Business looks at using funds for wireless

Marshall Thompson

The task force in charge of distributing funds to improve learning technology in the George S. Eccles Business Building is considering many possibilities, including wireless networking and Internet connections.

This is the first comprehensive improvement of technology in the Business Building since it was completed May 8, 1970.

“It’s now been over 30 years, so we’re due for a technology upgrade,” said Alta Markeson, director of development for the College of Business.

Markeson helped write a request with a group of faculty, teachers and people from the Multimedia Distance Learning Services for a grant from the George S. and Dolores Dore Eccles Foundation. Markeson said they received $770,000 about six months ago to upgrade technology.

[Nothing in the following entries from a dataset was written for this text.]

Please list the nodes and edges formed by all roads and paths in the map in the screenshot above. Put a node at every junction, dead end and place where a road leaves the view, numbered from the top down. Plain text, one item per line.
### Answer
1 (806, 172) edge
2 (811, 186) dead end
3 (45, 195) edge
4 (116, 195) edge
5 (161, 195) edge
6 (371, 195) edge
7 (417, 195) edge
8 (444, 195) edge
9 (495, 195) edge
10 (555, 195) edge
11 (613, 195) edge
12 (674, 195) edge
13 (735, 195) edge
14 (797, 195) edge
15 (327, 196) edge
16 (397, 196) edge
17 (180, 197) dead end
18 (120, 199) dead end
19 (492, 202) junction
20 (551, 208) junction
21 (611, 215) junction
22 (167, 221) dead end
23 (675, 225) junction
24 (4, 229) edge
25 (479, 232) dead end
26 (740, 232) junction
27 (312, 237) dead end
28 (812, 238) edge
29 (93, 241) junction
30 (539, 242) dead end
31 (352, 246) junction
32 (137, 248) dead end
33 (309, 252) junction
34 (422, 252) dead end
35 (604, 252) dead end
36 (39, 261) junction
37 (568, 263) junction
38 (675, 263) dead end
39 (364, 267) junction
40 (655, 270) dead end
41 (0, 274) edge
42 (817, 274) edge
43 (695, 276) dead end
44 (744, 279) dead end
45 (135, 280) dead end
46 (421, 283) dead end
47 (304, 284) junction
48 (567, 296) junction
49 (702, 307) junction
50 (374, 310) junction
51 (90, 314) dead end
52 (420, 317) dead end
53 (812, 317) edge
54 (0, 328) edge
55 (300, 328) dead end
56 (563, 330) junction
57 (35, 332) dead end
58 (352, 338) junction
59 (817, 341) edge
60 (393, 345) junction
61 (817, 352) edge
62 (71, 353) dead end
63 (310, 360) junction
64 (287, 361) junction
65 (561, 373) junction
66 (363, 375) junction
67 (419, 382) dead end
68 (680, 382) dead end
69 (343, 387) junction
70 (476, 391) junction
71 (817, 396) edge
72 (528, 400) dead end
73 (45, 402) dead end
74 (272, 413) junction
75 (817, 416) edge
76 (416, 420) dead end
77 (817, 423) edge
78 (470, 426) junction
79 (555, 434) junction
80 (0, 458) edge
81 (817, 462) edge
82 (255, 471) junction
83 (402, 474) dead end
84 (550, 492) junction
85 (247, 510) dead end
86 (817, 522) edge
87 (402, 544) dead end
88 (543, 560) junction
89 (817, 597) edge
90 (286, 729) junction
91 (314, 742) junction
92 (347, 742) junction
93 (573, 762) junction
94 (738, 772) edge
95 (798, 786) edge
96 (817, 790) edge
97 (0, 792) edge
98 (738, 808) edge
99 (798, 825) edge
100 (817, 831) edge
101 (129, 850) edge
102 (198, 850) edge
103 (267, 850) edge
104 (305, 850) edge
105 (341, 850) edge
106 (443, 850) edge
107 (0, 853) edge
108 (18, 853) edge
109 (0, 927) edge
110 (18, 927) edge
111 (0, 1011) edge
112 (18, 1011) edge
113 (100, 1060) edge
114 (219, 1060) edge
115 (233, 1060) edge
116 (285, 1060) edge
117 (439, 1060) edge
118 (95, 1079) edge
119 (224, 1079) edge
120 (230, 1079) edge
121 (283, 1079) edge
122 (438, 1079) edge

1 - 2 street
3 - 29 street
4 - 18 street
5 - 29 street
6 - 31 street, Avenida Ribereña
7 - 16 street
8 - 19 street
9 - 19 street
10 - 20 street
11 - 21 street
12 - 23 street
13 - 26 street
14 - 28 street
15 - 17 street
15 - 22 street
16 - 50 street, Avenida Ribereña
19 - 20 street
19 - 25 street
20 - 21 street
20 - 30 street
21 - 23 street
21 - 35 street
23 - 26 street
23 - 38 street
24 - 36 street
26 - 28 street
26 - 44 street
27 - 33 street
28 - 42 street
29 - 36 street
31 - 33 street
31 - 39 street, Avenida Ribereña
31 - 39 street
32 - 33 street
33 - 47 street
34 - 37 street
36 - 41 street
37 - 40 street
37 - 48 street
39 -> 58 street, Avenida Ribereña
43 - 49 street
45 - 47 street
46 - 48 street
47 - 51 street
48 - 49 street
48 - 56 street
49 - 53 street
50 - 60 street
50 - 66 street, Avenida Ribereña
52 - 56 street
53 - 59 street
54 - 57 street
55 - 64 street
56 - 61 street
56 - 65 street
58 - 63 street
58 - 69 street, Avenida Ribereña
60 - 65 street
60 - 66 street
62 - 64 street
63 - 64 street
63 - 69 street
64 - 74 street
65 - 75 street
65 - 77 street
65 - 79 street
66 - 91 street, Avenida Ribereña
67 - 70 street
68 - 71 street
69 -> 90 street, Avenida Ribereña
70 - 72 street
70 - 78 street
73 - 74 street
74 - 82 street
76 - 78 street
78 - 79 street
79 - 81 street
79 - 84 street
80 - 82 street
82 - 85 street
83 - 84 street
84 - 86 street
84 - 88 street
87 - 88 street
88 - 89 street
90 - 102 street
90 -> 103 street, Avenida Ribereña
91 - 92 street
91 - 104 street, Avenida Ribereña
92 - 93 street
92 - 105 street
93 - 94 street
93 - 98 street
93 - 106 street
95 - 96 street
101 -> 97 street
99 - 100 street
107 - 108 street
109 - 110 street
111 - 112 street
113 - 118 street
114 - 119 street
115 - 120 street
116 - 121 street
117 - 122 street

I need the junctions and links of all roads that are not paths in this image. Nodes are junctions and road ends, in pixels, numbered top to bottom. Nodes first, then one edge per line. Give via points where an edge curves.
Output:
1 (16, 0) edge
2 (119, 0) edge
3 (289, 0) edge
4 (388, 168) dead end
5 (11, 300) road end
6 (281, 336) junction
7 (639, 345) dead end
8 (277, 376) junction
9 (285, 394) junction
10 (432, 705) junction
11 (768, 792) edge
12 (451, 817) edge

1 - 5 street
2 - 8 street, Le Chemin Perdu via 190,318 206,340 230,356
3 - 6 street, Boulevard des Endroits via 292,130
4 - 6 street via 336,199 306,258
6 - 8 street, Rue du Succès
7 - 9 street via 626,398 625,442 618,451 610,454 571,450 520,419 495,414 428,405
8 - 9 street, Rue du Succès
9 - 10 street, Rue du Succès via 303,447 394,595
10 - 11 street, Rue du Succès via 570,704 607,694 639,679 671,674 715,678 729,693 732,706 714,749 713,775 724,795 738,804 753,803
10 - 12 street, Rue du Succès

“The goal was to support the Business Building, the students, the staff and Utah State University. The building is named after Eccles, so [the foundation] had a personal stake in seeing this renovation completed,” Markeson said.

Markeson said a computer committee, or task force, of six to eight people was designed to make recommendations on improving the technology. The task force plans to install Internet access, video projectors and document-projection cameras in every classroom. It has also considered the possibility of installing a wireless network and Internet connections in classrooms.

David Luthy, senior assistant dean of the College of Business and the chairman of the computer committee, said wireless is just an idea right now but would give students the ability to bring laptops without cables or wires and access the Internet on campus.

“Wireless is less expensive in many aspects,” Luthy said. “The way the building is built it might be more expensive to tunnel and put in new wires.”

Many schools in the United States and Europe have started investing in wireless technologies.

Johns Hopkins University of Public Health in Baltimore is in the process of upgrading its Ethernet connections. The school ran into problems with rewiring the 80-year-old buildings. Planners compared the cost between conventional access and wireless.

For Johns Hopkins, the total cost of renovating the 40 classrooms in question using the conventional methods came to $720,000. With the wireless option, the school could renovate 40 classrooms, two cafeterias, three lounges, six conference rooms and two auditoriums for $210,000.

USU is still waiting for estimates, Luthy said.

According to an editorial by Sylvia Charp in “T.H.E. Journal,” a magazine covering technology in education, the wireless system would require two radio transmitters or access points, that would in turn be connected to a hub on the Ethernet.